About this exercise.
What is needed is an exact copy of every entry below, minus the images.

Material provided.

• • • •

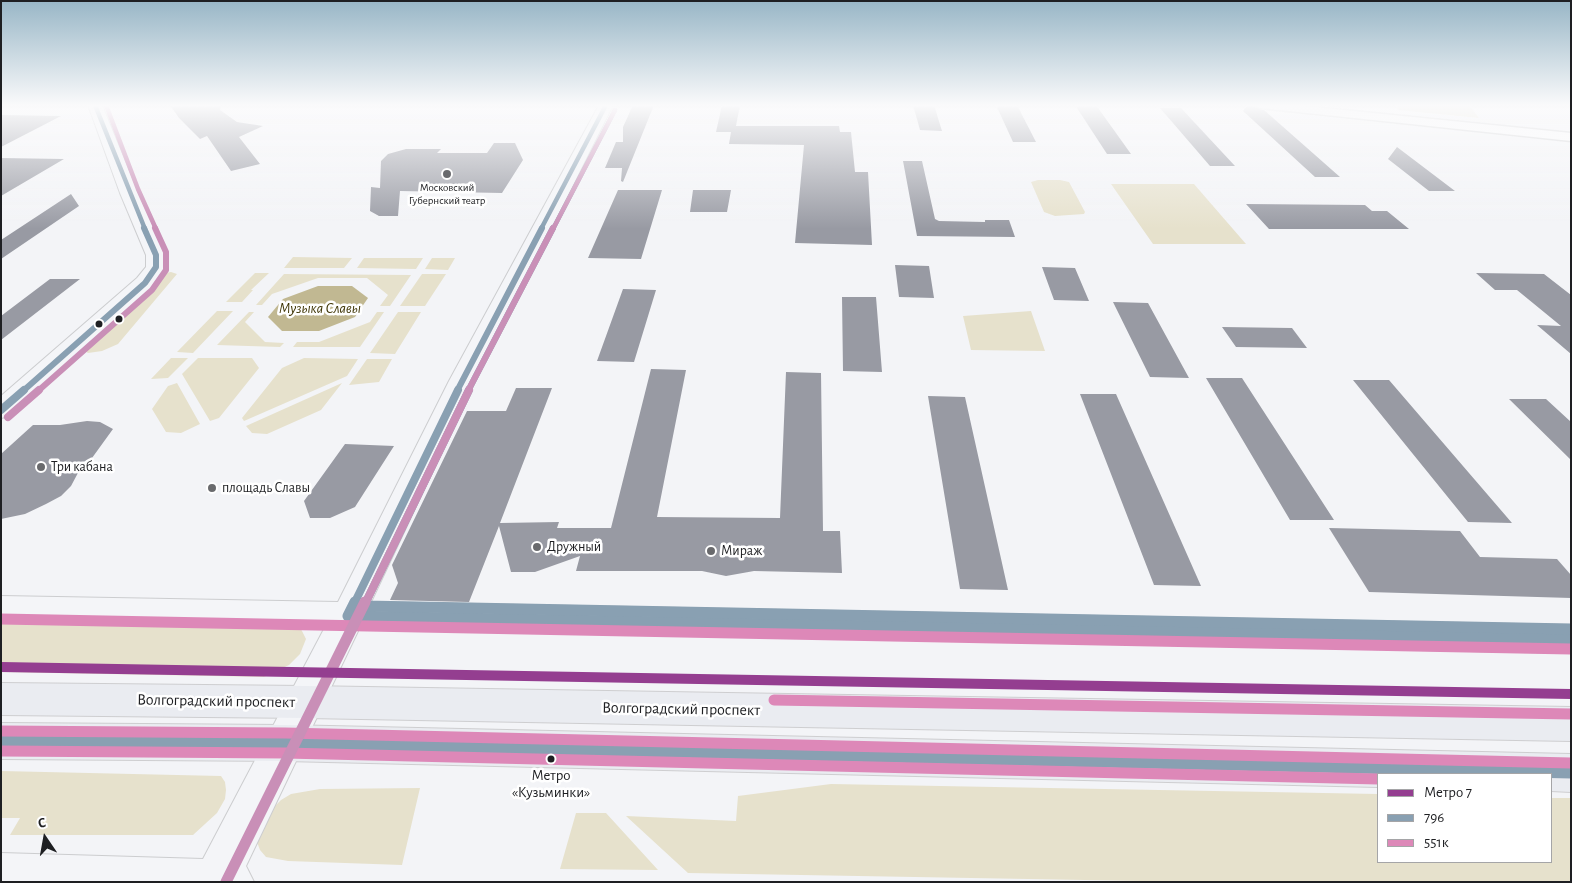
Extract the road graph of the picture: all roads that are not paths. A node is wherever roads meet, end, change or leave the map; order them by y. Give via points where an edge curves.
1 (111, 146) edge
2 (585, 146) edge
3 (1, 410) edge
4 (1, 609) edge
5 (348, 616) junction
6 (1571, 639) edge
7 (1, 699) edge
8 (306, 702) junction
9 (1571, 724) edge
10 (1, 741) edge
11 (285, 744) junction
12 (1528, 773) edge
13 (1552, 774) edge
14 (1571, 774) edge
15 (1, 876) edge
16 (215, 881) edge
17 (234, 882) edge

1 - 3 street via 156,255 156,266 145,283
2 - 5 street via 462,381
4 - 5 street
5 - 6 street
5 - 8 street
7 - 8 main road, Волгоградский проспект
8 - 9 main road, Волгоградский проспект
8 - 11 street
10 - 11 main road
11 - 12 main road
11 - 16 street
13 - 14 main road
15 - 16 street
16 - 17 street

• • • •

The completed task.
Extract the road graph of the picture: all roads that are not paths. A node is wherever roads meet, end, change or leave the map; order them by y. Give via points where an edge curves.
1 (111, 146) edge
2 (585, 146) edge
3 (1, 410) edge
4 (1, 609) edge
5 (348, 616) junction
6 (1571, 639) edge
7 (1, 699) edge
8 (306, 702) junction
9 (1571, 724) edge
10 (1, 741) edge
11 (285, 744) junction
12 (1528, 773) edge
13 (1552, 774) edge
14 (1571, 774) edge
15 (1, 876) edge
16 (215, 881) edge
17 (234, 882) edge

1 - 3 street via 156,255 156,266 145,283
2 - 5 street via 462,381
4 - 5 street
5 - 6 street
5 - 8 street
7 - 8 main road, Волгоградский проспект
8 - 9 main road, Волгоградский проспект
8 - 11 street
10 - 11 main road
11 - 12 main road
11 - 16 street
13 - 14 main road
15 - 16 street
16 - 17 street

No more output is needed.